Everybody was nice; the service was excellent and yet unpretentious; and they fit us in at the last moment on a crowded night. Count on it -- we'll be back.

*

We stayed at the new Marriott Residence Inn on Sixth Avenue at 39th. It was a perfect location for us. Five short blocks from Macy's, so we could easily carry our purchases back to the hotel; ten short blocks from Rockefeller Center; a few long blocks from most Broadway shows.

It's a brand-new hotel -- not even open two weeks -- so they were still working out some bugs. We won't hold that against them. Though it was a challenge trying to work with a door whose mechanical latch would only let us in one out of five or six times -- and then only at risk of personal injury. Give the staff credit, though: They fixed it before we left.

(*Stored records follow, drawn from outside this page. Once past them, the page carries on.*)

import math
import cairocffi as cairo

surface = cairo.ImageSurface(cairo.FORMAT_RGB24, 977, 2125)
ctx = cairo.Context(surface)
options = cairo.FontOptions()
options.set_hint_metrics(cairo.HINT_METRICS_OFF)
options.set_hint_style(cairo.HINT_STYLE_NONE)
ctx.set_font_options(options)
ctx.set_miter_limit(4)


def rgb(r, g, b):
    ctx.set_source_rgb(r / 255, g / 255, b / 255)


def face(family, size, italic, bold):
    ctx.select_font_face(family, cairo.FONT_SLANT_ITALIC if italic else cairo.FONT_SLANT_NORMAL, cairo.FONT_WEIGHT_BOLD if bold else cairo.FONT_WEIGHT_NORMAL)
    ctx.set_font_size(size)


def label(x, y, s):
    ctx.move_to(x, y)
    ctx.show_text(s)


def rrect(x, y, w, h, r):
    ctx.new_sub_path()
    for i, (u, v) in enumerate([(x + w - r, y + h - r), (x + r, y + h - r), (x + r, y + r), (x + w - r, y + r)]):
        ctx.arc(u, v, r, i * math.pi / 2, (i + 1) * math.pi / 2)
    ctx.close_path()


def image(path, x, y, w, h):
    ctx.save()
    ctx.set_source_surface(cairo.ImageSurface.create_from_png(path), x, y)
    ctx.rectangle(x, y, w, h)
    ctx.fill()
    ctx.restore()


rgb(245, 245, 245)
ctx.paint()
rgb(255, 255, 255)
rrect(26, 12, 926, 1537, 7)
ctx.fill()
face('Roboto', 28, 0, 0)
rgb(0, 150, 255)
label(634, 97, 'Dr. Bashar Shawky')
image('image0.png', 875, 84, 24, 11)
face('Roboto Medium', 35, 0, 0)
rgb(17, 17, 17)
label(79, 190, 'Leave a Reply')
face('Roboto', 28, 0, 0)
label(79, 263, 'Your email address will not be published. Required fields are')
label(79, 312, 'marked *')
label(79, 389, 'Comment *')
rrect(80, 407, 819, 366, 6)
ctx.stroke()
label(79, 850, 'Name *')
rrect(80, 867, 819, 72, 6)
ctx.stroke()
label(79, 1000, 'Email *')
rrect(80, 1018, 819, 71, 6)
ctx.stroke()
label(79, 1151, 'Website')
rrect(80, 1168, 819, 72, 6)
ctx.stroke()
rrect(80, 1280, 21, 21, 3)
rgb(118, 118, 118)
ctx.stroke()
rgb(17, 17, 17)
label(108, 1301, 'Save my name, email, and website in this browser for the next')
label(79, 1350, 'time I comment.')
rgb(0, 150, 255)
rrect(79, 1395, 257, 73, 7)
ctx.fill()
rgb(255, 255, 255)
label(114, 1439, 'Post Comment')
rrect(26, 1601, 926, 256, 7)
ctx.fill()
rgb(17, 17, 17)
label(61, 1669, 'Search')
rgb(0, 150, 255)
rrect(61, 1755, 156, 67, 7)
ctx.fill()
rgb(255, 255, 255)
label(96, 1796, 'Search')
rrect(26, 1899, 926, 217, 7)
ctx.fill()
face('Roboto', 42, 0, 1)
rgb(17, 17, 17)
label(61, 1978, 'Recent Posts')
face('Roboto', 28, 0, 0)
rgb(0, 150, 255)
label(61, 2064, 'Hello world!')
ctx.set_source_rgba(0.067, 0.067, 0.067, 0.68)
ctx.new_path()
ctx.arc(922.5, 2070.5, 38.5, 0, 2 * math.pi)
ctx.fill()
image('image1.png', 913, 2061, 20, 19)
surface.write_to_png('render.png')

Because there was a large fridge and freezer and a microwave in every room, we were able to stock up on food and didn't have to eat every meal at restaurant prices. The room rates were high (though not by New York City standards), but the rooms were far larger than normal in the city, the bed comfortable, the shower generous, and there was room to sit around and talk and even visit and play games. From now on it will be our first choice of hotel in New York.

*

Now there's nothing left but this: Have a merry Christmas and a happy New Year!